There have been many things in my life that I suffer with that I have asked God to take away. It has taken many years to understand the importance of the suffering. My life has been harder because I am a woman and because I grew up without much money; yet today, I would not trade those struggles for anything. Both to myself and those I interact with, I am better, more patient, and more hopeful. I learned these things in my struggles. When there is a hardship that we will never outgrow, we do not wait to be faithful.
Like Jesus tells Little James of the power of his faith despite his suffering, the strength of his abilities because of his weakness, should I not assist others, be there for others, or find ways to make my world better because there are barriers I face in my life? Could it be that I feel the calling to help others more because of what I have gone through myself? This is the power and importance of empathy. The endurance of empathy can be found in faith.

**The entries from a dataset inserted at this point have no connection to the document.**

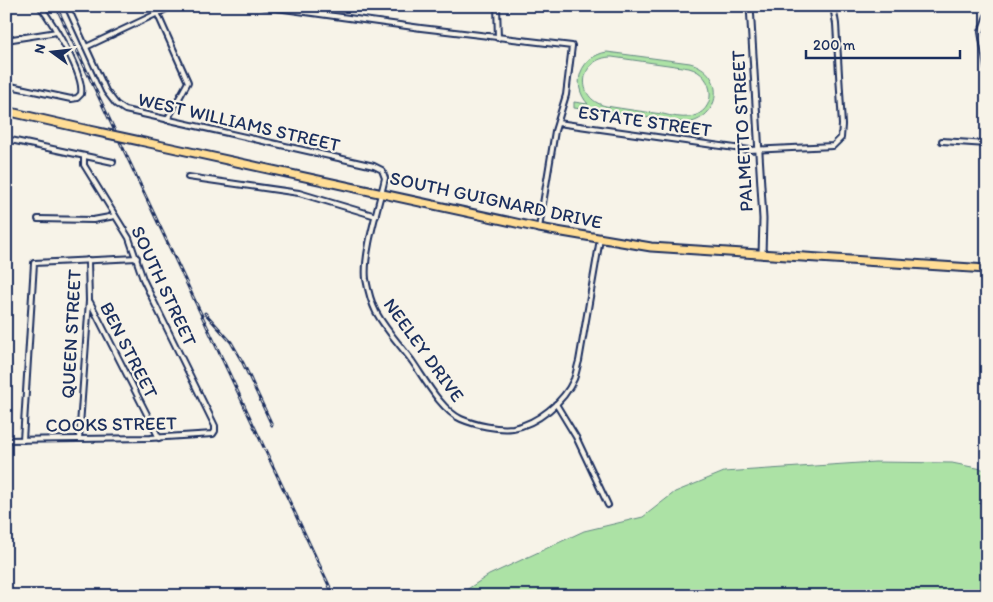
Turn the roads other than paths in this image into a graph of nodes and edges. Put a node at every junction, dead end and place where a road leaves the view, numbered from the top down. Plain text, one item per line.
1 (40, 6) edge
2 (67, 6) edge
3 (154, 6) edge
4 (173, 6) edge
5 (262, 6) edge
6 (497, 6) edge
7 (750, 6) edge
8 (833, 6) edge
9 (157, 14) junction
10 (987, 16) edge
11 (57, 32) junction
12 (498, 38) junction
13 (6, 40) edge
14 (86, 47) junction
15 (987, 68) edge
16 (6, 85) edge
17 (6, 111) edge
18 (167, 120) junction
19 (558, 123) junction
20 (6, 139) edge
21 (942, 142) dead end
22 (987, 144) edge
23 (759, 150) junction
24 (84, 156) junction
25 (113, 162) dead end
26 (188, 177) dead end
27 (382, 193) junction
28 (115, 216) junction
29 (376, 216) junction
30 (38, 219) dead end
31 (539, 228) junction
32 (600, 239) junction
33 (762, 255) junction
34 (137, 258) junction
35 (88, 260) junction
36 (987, 270) edge
37 (89, 301) junction
38 (556, 404) junction
39 (215, 431) joint
40 (158, 438) junction
41 (79, 439) junction
42 (6, 440) edge
43 (24, 440) junction
44 (608, 505) dead end

1 - 11 street
2 - 14 street, WEST WILLIAMS STREET
3 - 9 street
4 - 9 street
5 - 12 street
6 - 12 street
7 - 23 street, PALMETTO STREET
8 - 23 street, ESTATE STREET
9 - 14 street
9 - 18 street
10 - 15 street
11 - 13 street
11 - 16 street
12 - 19 street
14 - 18 street, WEST WILLIAMS STREET
17 - 27 highway, SOUTH GUIGNARD DRIVE, bridge
18 - 27 street, WEST WILLIAMS STREET
19 - 23 street, ESTATE STREET
19 - 31 street
20 - 24 street
21 - 22 street
23 - 33 street, PALMETTO STREET
24 - 25 street
24 - 28 street, SOUTH STREET
26 - 29 street
27 - 29 street, NEELEY DRIVE
27 - 31 highway, SOUTH GUIGNARD DRIVE
28 - 30 street
28 - 34 street, SOUTH STREET
29 - 38 street, NEELEY DRIVE
31 - 32 highway, SOUTH GUIGNARD DRIVE
32 - 33 highway, SOUTH GUIGNARD DRIVE
32 - 38 street, NEELEY DRIVE
33 - 36 highway, SOUTH GUIGNARD DRIVE
34 - 35 street
34 - 39 street, SOUTH STREET
35 - 37 street, QUEEN STREET
35 - 43 street
37 - 40 street, BEN STREET
37 - 41 street, QUEEN STREET
38 - 44 street
39 - 40 street, COOKS STREET
40 - 41 street, COOKS STREET
41 - 43 street, COOKS STREET
42 - 43 street, COOKS STREET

At the end of their conversation, Jesus says something that I have pondered for a long time. I first noted this idea in 2 Corinthians 12:10 – “That is why, for Christ’s sake, I delight in weaknesses, in insults, in hardships, in persecutions, in difficulties. For when I am weak, then I am strong.”
I always thought this such an odd thing to say. It goes against everything were taught. Strength in all things, never show your weaknesses and do whatever it takes to be rid of them.
Today I see how harmful that mindset is. All people struggle, all people suffer, all people face barriers to whatever their idea of success is. Yet God remains. How? Why? Our most powerful figures in history are those who do what they were told they could not do, what they should not have been able to do given the circumstances of their lives. If their lives were made simple, if they lived without struggle, then what of the next society, with its next set of barriers for those of lesser means or lesser ability? Who would be there to aid them?
Jesus calls us to serve. To be fishers of men. To be shepherds to his sheep. If there is something God has not healed me of, there is a reason, and I will learn that reason soon. We are called to be patient in our suffering because we know that someday it will end. We are called to remain faithful because of, despite, and throughout our suffering, for that is when we are able to do great things in God’s name. That is the impact that lasts for generations.
Faith is not devotion because of the good things God has given us; it is faith despite the hard things this world subjects us to. Faith through the heartbreaks we endure. Suffering is inevitable and unavoidable, but it is not the end. There is much to learn from our hardships. What if the very thing we wish God would take away is what will teach us our greatest life lessons?